Studi Perspektif Masyarakat Lokal Terhadap Hutan Mangrove dan Program Restorasi (Studi Kasus Masyarakat Desa Bogak Kecamatan Tanjung Tiram Kabupaten Batu Bara)
Jeprianto Manurung Mahasiswa Pascasarjana Departemen Silvikultur IPB . Email:
[email protected]
Informasi mengenai perspektif masyarakat lokal dan karakteristik yang unik pada setiap daerah merupakan salah satu kunci keberhasilan program restorasi/rehabilitasi hutan mangrove atau pembangunan hutan yang berbasiskan masyarakat.
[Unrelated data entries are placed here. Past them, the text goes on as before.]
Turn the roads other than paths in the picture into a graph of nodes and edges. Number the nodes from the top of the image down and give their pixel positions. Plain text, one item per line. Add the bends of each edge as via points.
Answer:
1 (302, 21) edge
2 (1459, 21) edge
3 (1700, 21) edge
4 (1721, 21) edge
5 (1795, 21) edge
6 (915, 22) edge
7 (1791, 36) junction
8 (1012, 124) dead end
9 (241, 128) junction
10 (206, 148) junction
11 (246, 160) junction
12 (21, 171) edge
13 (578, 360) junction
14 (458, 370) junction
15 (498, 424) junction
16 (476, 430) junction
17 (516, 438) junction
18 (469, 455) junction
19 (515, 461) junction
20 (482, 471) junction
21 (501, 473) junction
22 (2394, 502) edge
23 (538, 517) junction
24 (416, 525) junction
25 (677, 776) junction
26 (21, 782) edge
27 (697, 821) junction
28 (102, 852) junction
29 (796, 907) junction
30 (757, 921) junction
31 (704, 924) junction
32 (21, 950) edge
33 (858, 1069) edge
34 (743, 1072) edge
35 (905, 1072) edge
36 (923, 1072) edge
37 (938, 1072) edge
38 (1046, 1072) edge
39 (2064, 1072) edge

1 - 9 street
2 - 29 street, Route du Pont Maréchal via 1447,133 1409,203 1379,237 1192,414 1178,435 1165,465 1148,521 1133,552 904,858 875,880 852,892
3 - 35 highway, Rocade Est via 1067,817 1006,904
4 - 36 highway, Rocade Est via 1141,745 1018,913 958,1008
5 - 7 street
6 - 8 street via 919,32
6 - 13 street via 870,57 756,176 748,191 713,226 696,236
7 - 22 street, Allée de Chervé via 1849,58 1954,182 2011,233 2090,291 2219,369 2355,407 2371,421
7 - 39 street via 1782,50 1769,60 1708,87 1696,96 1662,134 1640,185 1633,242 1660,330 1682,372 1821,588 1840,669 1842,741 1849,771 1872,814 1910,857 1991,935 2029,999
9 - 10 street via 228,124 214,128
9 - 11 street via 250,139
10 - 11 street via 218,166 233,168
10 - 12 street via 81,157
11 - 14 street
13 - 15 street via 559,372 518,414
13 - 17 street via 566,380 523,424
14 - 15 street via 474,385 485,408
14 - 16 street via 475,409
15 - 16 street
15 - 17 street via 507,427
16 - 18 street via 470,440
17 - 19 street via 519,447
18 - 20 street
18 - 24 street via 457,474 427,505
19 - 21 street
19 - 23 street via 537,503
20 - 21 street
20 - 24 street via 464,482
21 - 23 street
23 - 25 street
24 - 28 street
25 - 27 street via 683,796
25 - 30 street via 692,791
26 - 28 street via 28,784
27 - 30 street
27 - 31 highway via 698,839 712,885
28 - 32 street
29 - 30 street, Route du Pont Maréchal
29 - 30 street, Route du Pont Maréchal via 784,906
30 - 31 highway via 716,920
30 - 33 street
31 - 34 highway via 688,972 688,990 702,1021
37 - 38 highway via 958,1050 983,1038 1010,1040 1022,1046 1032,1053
Memahami dengan baik keunikan suatu kelompok masyarakat lokal pada suatu kawasan hutan memberikan informasi penting terkait metode atau pendekatan dalam melakukan sosialisasi ilmu pengetahuan dan lingkungan. Penelitian ini dilaksanakan pada sebuah komunitas masyarakat lokal di Pantai Timur Sumatera Utara Kabupaten Batu Bara. Penelitian ini bertujuan untuk mengetahui perspektif masyarakat lokal terhadap hutan mangrove dan program restorasi yang dihubungkan dengan karakteristik masyarakat lokal tersebut. Penghimpunan informasi dengan survey lokasi dan pengumpulan kuisioner menggunakan metode purposive sampling dan analisis data dengan metode analisis kuantitatif menggunakan program SPSS versi 16.0. Hasil analisis data secara statistik menunjukkan bahwa jenis pekerjaan memiliki hubungan dengan perspektif masyarakat lokal terhadap hutan mangrove dan program restorasi tetapi secara umum tidak berbeda berdasarkan tingkat pendidikan. Jenis pekerjaan pemanfaat hutan seperti nelayan, dan buruh nelayan sebanyak 70% dari jumlah total responden memberikan total skor yang paling tinggi terhadap hutan dan program restorasi. Pelaksanaan kegiatan restorasi secara sederhana membantu mengetahui respon secara faktual masyarakat terhadap kegiatan restorasi di lapangan dan ditemukan pelajar SD setempat memberikan respon yang sangat baik dan secara langsung ikut terlibat dalam kegiatan restorasi.
Kata kunci: Perspektif masyarakat lokal, mangrove, restorasi.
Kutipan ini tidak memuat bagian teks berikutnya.